The more llamas that passed through Marcacocha, the more poop the mites had to eat, and the larger their populations could grow. When the mites died, they sank into the lake mud, preserved where Alex Chepstow-Lusty, a paleoecologist at the University of Sussex in Brighton, U.K., found them in a sediment core centuries later.
When Chepstow-Lusty counted the number of mites in each layer of the core, he found that their population boomed when the Incan Empire dominated the Andes from 1438 C.E. to 1533 C.E. But after the Spanish arrived, the number of mites in the core plummeted. That’s because so many of the Indigenous people and their animals died during and after the conquest of the empire, Chepstow-Lusty says. Although the mite population rose again once European cows and pigs moved in and started to poop around the lake, it dropped off around 1720 C.E., when a smallpox epidemic swept through the area.”(see https://www.sciencemag.org/news/2019/01/mites-feed-llama-poop-may-track-rise-and-fall-incan-empire)
In the next blog I will look at the origin of horses. Strange that horses apparently fear camels.
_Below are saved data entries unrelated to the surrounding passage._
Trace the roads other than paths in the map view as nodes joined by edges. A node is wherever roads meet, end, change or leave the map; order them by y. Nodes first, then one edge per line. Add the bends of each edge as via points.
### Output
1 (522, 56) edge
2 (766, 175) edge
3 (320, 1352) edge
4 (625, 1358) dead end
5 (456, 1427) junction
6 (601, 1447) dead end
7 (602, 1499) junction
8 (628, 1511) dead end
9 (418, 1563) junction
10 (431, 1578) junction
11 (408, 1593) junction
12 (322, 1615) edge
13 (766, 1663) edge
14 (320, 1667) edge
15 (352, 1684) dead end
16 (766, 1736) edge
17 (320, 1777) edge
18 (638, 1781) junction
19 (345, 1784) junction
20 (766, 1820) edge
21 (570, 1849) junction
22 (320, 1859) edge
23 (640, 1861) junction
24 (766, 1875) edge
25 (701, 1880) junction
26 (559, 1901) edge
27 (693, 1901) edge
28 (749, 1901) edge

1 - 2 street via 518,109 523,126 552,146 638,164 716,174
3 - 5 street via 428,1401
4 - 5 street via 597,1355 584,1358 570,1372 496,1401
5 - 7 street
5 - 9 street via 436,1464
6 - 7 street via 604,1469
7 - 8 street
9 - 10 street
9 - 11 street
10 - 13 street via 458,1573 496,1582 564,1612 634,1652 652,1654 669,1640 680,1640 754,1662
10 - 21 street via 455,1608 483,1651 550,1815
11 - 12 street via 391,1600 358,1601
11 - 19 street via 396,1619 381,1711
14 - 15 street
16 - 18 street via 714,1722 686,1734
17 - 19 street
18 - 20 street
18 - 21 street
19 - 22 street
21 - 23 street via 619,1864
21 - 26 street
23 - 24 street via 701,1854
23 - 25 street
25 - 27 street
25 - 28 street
The smell of the camel, according to Herodotus, alarmed and disoriented horses, making camels an effective anti-cavalry weapon when employed by the Achaemenid Persians in the Battle of Thymbra.
But the smell of Llamas did not seem to bother the horses which carried the conquistadors as they wreaked havoc amongst the unsuspecting Inca populations. If they had, perhaps it would have been a different story.